I’m noticing that if I run model.to(device)
, the tensors used in the forward
are not necessarily transferred over the GPU. Below is a minimal example of this
import torch
from torch.distributions import MultivariateNormal
class SimpleModel(torch.nn.Module):
def __init__(self, q):
super(SimpleModel, self).__init__()
self._zero_mean = torch.zeros(2 * q)
self._eye_covar = torch.eye(2 * q)
self.mvn = MultivariateNormal(self._zero_mean, self._eye_covar)
def reparameterize(self, mu, logv):
eps = torch.randn_like(mu)
z = mu + eps * torch.exp(logv)
logp = self.mvn.log_prob(eps)
return z, logp
def forward(self, x):
return self.reparameterize(x, x)
model = SimpleModel(10).to('cuda')
x = torch.ones(20).to('cuda')
model(x)
This gives the following error
---------------------------------------------------------------------------
RuntimeError Traceback (most recent call last)
<ipython-input-15-bd0200007a4a> in <module>
----> 1 model(x)
~/miniconda3/envs/mavi/lib/python3.8/site-packages/torch/nn/modules/module.py in __call__(self, *input, **kwargs)
548 result = self._slow_forward(*input, **kwargs)
549 else:
--> 550 result = self.forward(*input, **kwargs)
551 for hook in self._forward_hooks.values():
552 hook_result = hook(self, input, result)
<ipython-input-10-7cdded9571ea> in forward(self, x)
14 return z, logp
15 def forward(self, x):
---> 16 return self.reparameterize(x, x)
<ipython-input-10-7cdded9571ea> in reparameterize(self, mu, logv)
11 eps = torch.randn_like(mu)
12 z = mu + eps * torch.exp(logv)
---> 13 logp = self.mvn.log_prob(eps)
14 return z, logp
15 def forward(self, x):
~/miniconda3/envs/mavi/lib/python3.8/site-packages/torch/distributions/multivariate_normal.py in log_prob(self, value)
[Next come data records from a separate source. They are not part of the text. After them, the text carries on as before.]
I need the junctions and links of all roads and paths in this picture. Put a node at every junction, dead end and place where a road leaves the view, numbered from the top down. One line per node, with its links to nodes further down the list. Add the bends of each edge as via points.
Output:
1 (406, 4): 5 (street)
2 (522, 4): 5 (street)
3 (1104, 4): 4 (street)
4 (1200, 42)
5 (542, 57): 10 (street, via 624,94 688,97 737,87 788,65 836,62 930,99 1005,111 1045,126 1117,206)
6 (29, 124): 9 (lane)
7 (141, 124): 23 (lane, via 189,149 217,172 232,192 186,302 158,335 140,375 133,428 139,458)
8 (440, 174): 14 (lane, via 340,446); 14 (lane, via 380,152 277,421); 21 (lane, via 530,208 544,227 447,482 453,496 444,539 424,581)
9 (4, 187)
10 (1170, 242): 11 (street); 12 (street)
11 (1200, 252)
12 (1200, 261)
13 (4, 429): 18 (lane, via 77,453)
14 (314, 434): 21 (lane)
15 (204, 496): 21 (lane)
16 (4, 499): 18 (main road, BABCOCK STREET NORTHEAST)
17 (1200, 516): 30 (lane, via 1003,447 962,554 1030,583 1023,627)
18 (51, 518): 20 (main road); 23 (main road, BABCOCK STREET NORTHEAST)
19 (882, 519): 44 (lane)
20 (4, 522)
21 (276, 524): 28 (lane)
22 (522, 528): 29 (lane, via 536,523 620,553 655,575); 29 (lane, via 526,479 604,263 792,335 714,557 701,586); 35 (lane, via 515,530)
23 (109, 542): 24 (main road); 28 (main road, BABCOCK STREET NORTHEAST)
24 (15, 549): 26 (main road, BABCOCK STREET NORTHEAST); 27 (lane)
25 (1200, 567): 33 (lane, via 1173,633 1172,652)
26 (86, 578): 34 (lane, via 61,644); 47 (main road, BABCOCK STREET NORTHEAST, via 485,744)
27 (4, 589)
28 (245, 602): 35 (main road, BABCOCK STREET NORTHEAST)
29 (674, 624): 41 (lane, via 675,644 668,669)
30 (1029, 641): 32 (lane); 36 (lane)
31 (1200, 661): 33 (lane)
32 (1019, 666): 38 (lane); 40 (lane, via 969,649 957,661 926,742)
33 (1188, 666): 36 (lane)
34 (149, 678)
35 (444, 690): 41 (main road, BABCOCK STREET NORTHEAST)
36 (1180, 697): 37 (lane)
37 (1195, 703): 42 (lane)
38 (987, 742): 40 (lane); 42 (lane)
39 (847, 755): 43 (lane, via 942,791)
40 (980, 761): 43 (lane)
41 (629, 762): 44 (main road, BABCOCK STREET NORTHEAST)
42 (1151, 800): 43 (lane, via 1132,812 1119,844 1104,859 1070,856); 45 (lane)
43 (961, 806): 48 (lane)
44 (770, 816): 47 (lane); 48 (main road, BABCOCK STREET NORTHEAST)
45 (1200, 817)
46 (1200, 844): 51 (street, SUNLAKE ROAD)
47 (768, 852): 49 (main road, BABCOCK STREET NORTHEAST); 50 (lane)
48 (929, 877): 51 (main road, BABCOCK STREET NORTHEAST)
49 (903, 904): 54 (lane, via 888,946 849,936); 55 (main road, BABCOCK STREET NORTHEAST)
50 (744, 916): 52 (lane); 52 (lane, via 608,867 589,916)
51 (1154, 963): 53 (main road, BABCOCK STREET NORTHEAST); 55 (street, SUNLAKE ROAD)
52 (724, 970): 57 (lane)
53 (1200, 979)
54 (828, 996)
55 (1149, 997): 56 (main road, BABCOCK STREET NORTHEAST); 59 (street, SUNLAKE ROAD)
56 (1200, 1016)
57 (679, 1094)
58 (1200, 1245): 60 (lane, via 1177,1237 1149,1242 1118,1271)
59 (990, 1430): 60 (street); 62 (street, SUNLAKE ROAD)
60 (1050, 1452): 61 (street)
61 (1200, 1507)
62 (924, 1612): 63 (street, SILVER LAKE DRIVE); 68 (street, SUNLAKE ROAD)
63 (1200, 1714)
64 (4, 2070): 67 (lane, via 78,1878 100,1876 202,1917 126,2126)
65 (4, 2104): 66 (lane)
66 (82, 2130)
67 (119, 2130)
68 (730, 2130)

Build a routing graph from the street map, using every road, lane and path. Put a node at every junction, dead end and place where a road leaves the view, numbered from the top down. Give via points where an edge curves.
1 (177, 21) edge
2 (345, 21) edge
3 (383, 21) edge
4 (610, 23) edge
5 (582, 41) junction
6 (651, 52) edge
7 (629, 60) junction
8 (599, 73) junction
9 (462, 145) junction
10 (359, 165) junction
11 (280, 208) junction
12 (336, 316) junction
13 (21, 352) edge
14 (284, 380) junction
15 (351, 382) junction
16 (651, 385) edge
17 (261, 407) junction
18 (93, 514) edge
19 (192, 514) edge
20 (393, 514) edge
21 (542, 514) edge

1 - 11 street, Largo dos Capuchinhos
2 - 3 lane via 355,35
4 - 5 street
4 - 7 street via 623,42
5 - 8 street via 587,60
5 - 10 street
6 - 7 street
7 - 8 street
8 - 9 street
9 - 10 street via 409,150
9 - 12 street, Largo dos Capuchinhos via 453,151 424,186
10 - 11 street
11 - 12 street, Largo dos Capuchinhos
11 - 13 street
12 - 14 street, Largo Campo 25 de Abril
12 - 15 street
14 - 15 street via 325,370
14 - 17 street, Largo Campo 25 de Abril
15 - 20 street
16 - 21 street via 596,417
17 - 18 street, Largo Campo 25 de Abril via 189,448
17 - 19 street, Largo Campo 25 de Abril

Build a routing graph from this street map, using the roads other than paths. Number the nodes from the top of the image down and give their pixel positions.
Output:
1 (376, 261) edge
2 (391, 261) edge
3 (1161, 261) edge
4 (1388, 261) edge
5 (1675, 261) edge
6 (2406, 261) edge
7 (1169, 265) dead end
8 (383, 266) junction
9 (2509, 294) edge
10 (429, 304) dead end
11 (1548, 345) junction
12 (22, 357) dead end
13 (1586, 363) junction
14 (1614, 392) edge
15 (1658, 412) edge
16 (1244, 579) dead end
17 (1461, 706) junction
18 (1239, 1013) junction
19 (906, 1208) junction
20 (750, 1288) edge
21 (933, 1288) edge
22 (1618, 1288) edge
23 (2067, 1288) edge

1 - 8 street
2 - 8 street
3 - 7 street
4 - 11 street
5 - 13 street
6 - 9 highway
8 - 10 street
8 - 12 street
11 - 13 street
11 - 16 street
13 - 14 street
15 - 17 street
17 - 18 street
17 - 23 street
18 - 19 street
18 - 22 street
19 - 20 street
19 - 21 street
205 if self._validate_args:
206 self._validate_sample(value)
--> 207 diff = value - self.loc
208 M = _batch_mahalanobis(self._unbroadcasted_scale_tril, diff)
209 half_log_det = self._unbroadcasted_scale_tril.diagonal(dim1=-2, dim2=-1).log().sum(-1)
RuntimeError: expected device cuda:0 but got device cpu
I know that I can manually override the to()
and cuda()
methods, so there is a solution. But I’m curious why the to()
and cuda()
can’t already handle these sorts of edge cases (or if there is something that I am overlooking).